FPGA AI Suite: IP Reference Manual

ID 768974
Date 12/16/2024
Public
Document Table of Contents

2.5.2.3. Parameter Group: pe_array

This parameter group configures the PE Array. The PE Array is used to calculate dot products.

Parameter: pe_array/dsp_limit

Use this parameter to force the PE array to implement multipliers in ALM logic on the FPGA.

The number of multipliers that the PE requires is determined by the k_vector and c_vector global parameters. Given the value of the arch_precision global parameter and the target architecture (for example, Arria® 10 or Agilex™ 7), the number of multipliers determines the number of DSPs that the PE Array tries to use. If this number exceeds the value set in the dsp_limit parameter, then some multipliers are implemented in ALM logic to ensure that the PE Array DSP usage does not exceed the limit set by the dsp_limit parameter.

If this option is omitted, then all multipliers are implemented in the FPGA AI Suite IP as DSPs.

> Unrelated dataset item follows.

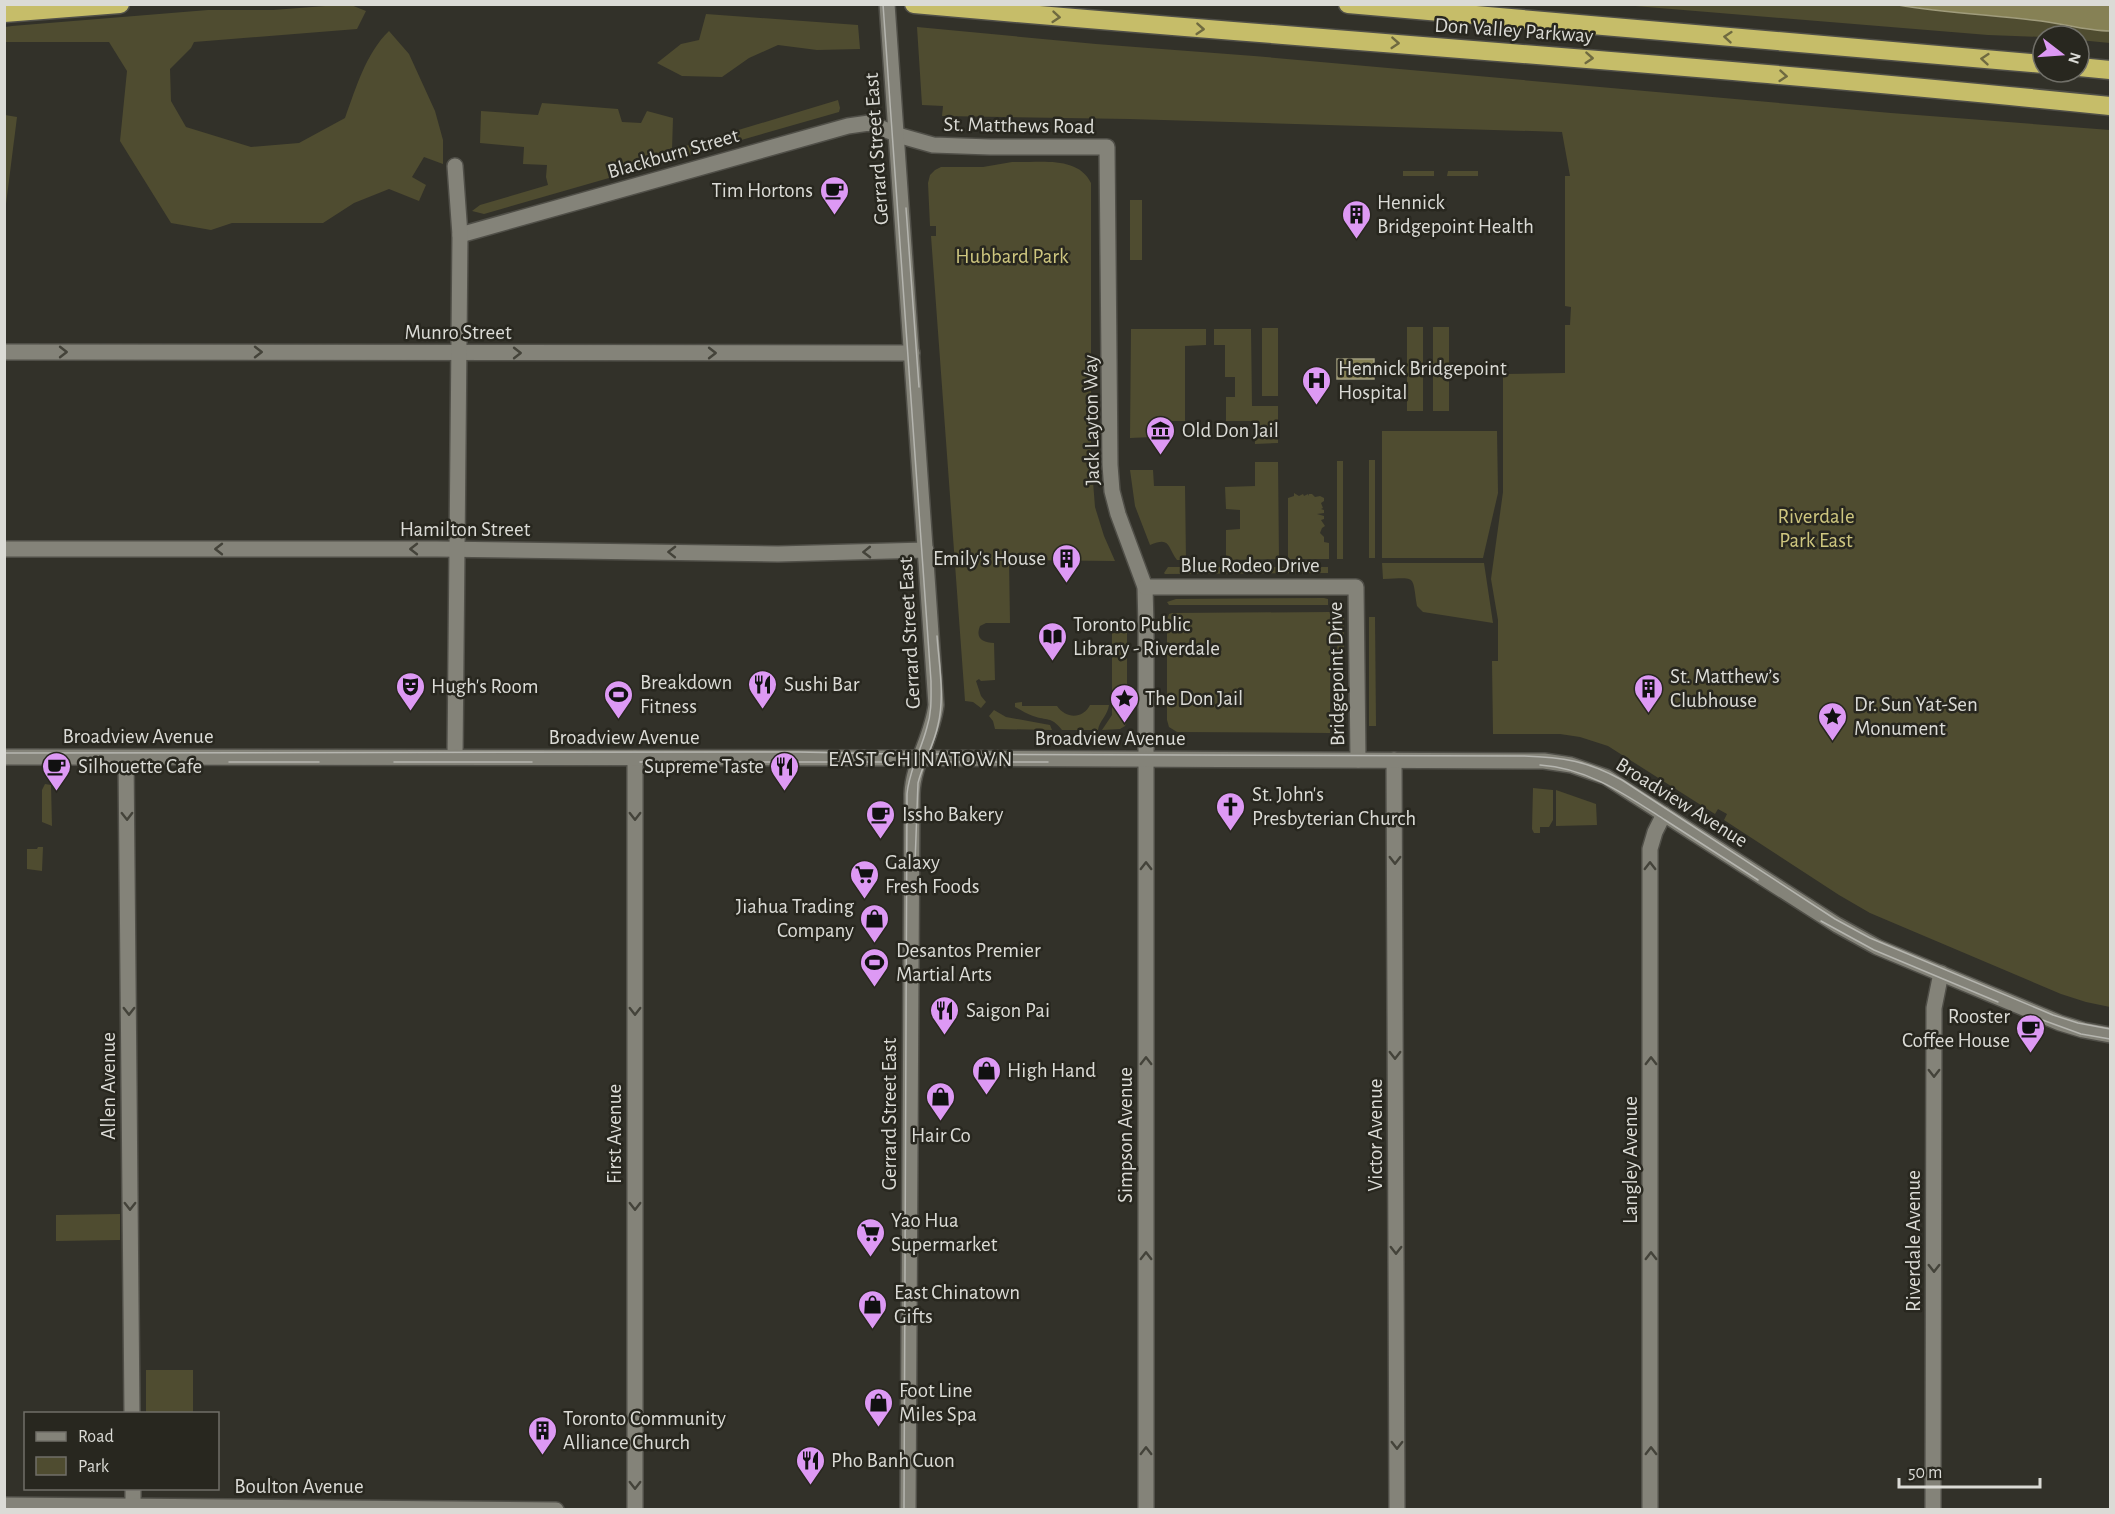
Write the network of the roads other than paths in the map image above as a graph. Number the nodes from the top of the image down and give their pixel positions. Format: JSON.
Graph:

Typically, this parameter is set by the architecture optimizer.

Parameters: pe_array/num_interleaved_features, pe_array/num_interleaved_filters

To support layers with bias values, the PE array uses a threaded accumulator that is time-multiplexed to handle multiple accumulations. Each accumulation corresponds to an output filter and feature.

Common Values:
Agilex™ 5 devices
12x1
Agilex™ 7 devices
5x1, 3x2
Arria® 10 devices
4x1, 2x2
Cyclone® 10 GX
Stratix® 10 devices
5x1, 3x2

All architectures support a 1x1 interleave. Selecting a 1x1 interleave typically reduces ALM consumption, but the IP associated with this architecture does not support layers with bias. Because most deep learning graphs include bias, the 1x1 interleave is typically not used.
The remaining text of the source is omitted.